Factors to Consider: First, look at the scope of the project and determine if it is a minor renovation or a major renovation. Next, evaluate if the changes in the existing building would require structural work. In addition, consider the condition of the current structure. Producers should assess whether the structure is in good condition or if it has seen better days. If it is in poor condition, it may be more cost effective to raze the structure and build a new one.
Another factor to consider includes determining whether an addition to the existing building can be completed and still look aesthetically pleasing. For example, if it is a metal building and the metal has faded, then it will be difficult to match the new metal to the faded material.
A thorough evaluation of the building is critical in determining whether it can structurally handle being added on to. Though producers may want to expand the existing structure, the current building may not be in good enough condition for an addition or even a remodel.

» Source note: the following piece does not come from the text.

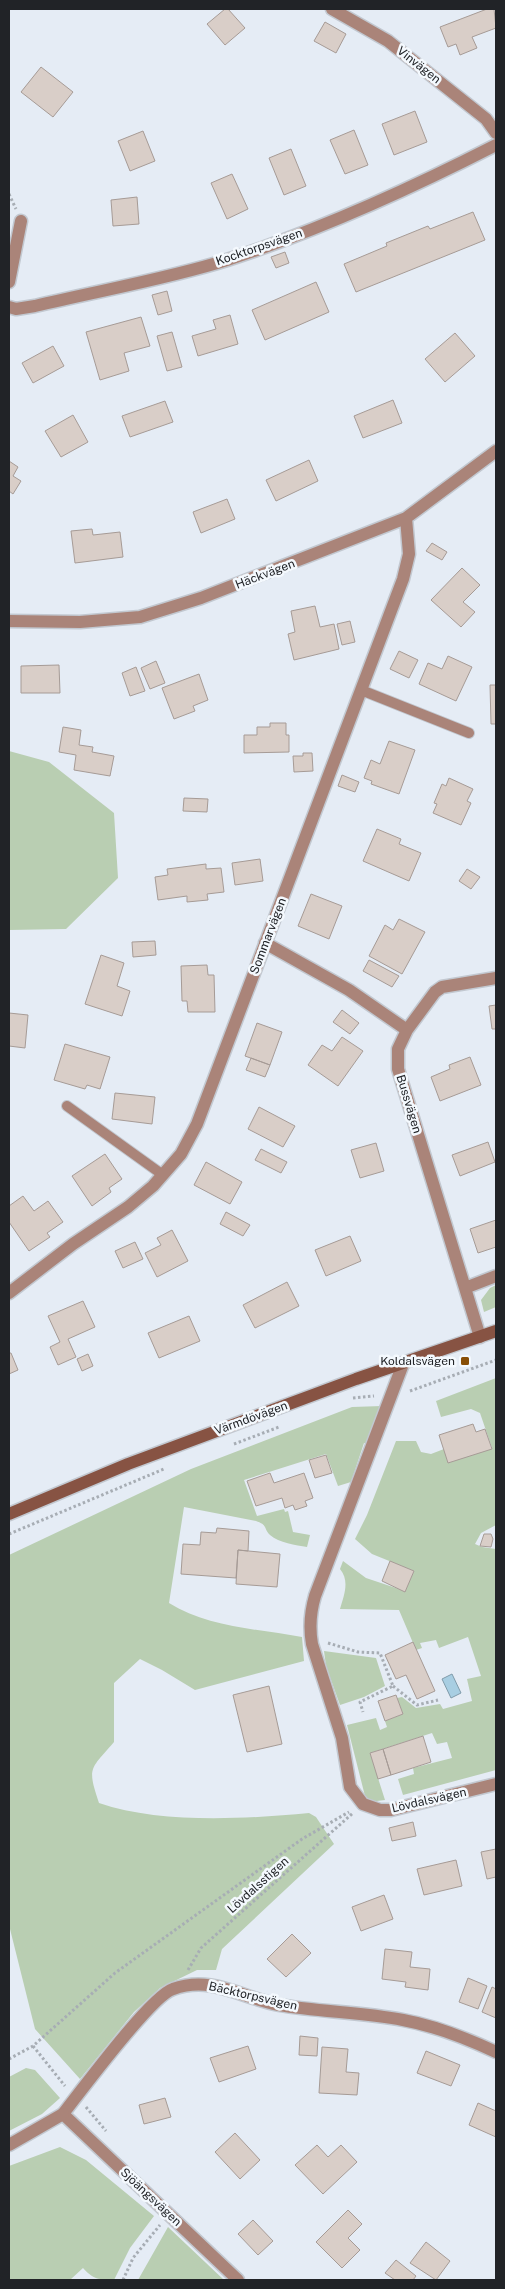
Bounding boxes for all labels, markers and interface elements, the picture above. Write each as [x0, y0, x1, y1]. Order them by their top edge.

Last but certainly not least, request bids to determine what it will cost to remodel and what it will cost to build new. “A lot of times depending on how invasive and extensive the remodel is, sometimes it is less expensive to tear it down and start again,” Jim Crawford, University of Missouri Extension Field Specialist in Agricultural Engineering, said.
Cost Savings: One cost saving measure on a new project is reusing some of the materials from the razed structure. Producers will be able to save some money if they are willing to take apart the building themselves and store the materials for reuse. “If it is something you are doing yourself you can save a lot of money by recycling some of the lumber, wiring and things like that, as long as it is in good condition and still safe to use,” Crawford explained.
However, the cost savings plummet if producers rely on contracted workers to carefully disassemble the old structure. There is a significant labor investment in hiring workers to take apart an old building. In fact, construction specialists say most contractors are unwilling to disassemble a building for repurposing because it is cost prohibitive.
Using Salvaged Materials: The upside to producers investing their time and labor to save materials for reuse is the potential cost savings. However, there are a few downfalls to reusing old materials. First, most contractors will not warranty or guarantee work that is completed with used materials. Even if a contractor agrees to use parts from a producers’ old structure, the materials will not have a warranty on them.
Producers should also consider what their time and labor is worth. Taking apart a shed or barn can be time consuming and difficult, especially if farmers do not have the proper tools and equipment.
In addition, producers should consider the safety aspect of disassembling a structure. They should have experience working on a ladder, knowledge working with electrical wiring, as well as proficiency in other construction related skills. Construction specialists encourage producers planning to tackle projects to make sure they can safely accomplish the task.